I felt pretty miserable for most of the run, but felt awesome once I was walking my cool-down. I spent most of that .96-of-a-mile walk thinking back and analyzing the run, and here’s what I decided:

What didn’t work:

  • Lack of hydration
    You’d think I’d get this concept by now, wouldn’t you? *sigh* I went to the pub with some coworkers yesterday, and then had some cheeky alcopops after supper. I don’t think the carton of coconut water in the middle was really enough to rehydrate me, especially as I had drunk only coffee during the day and no water. No need to say anything; I am hanging my head in shame as I type. I also only had a few sips of water before the run. No good.
  • Insufficient fueling
    It was only 3 miles, but I didn’t feel like I had much gas in my tank. I had a piece of toast with peanut butter and half a banana before the run… and intended to run about a half-hour after eating… but spent a bit longer (more like an hour) than that playing with the Route Genius. I think I either needed to run sooner, or have a more substantial breakfast.
  • Going out too fast
    This is something I know I need to work on… and if I were following GRG’s intervals plan, I’d probably be handling it better. My new gait makes me run faster, but my fitness levels aren’t quite up to the task of maintaining that pace for long. Apparently at some point I decided to do this the hard way. Maybe I should give the intervals another go…
  • Running into the sun
    I should have worn a hat. Or I should invest in sunglasses that aren’t so cheap so that I don’t squint constantly even when I’m wearing them. I was squinty and hot and red and throbbing and that made the run feel endless.

What did work:

  • Motivation tactics
    -Drew had an early soccer game, so I made myself get up with him at the crack of dawn, even though I wanted to stay in bed. The peer pressure helped get me going.
    -I need coffee in the morning, and so told myself that I could have Dunkies as a reward for finishing the run. I picked a route that would end near a Dunkies for that purpose, and the dangling carrot definitely helped.
  • Taking a long cool-down walk and stretching
    I usually don’t do much of a cool-down… maybe a few yards of walking, but that’s generally it. And my relationship with stretching has been all over the place. But I walked nearly a mile to cool down, and then took the time to stretch properly, and my body feels great – no niggles to speak of. I must remember this in the future when I just want to sit down after a run!

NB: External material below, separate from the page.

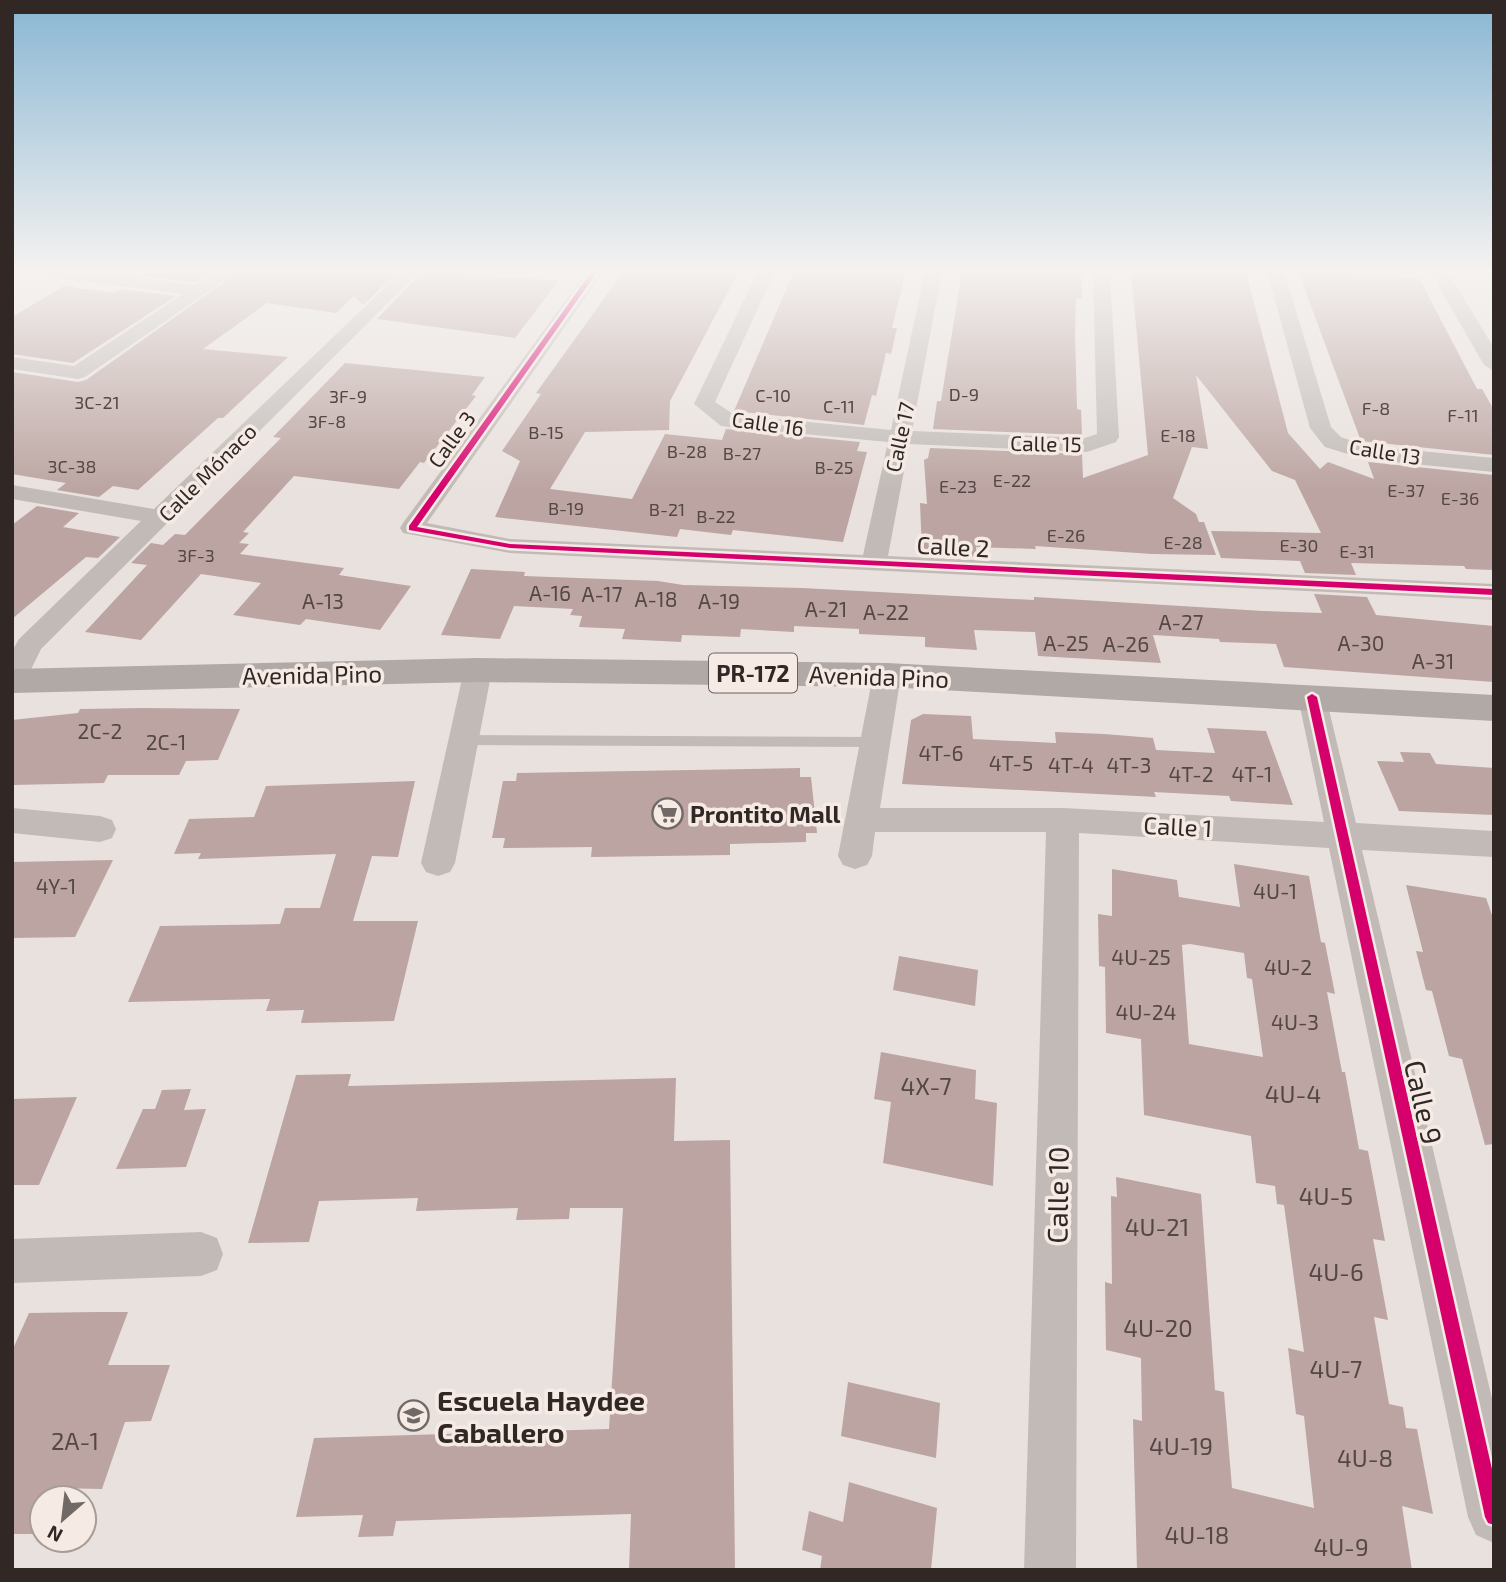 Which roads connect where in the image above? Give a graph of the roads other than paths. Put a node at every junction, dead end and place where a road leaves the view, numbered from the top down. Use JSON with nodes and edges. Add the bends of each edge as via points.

Usually running a new route helps as well, since I can distract myself with new things to look at. That definitely helped my little neighborhood 2-miler last week; I took a detour through a new development that’s being built, and distracted myself so well by gawking at all the giant houses that I didn’t even realize I was running low-9:00s/high-8:00s. However, today I was so red and throbby and thirsty and angry at hills that I hardly looked around.

The good thing about all the hills, I suppose, is that the half I’m doing in less than a month (!) is supposed to be pretty hilly. Might as well get used to dealing with them sooner rather than later, eh?

I guess my all-over-the-place brain has exhausted the analyses for this run. Thanks for sticking with me, if you did, and if you didn’t, I don’t blame you šŸ˜‰ Stay tuned for more run analyses as I try to distract my still-panicky brain before the half marathon!

Do you like to switch it up with new routes, or do you tend to stick to the tried and true?

How’s your weekend going? Are you racing?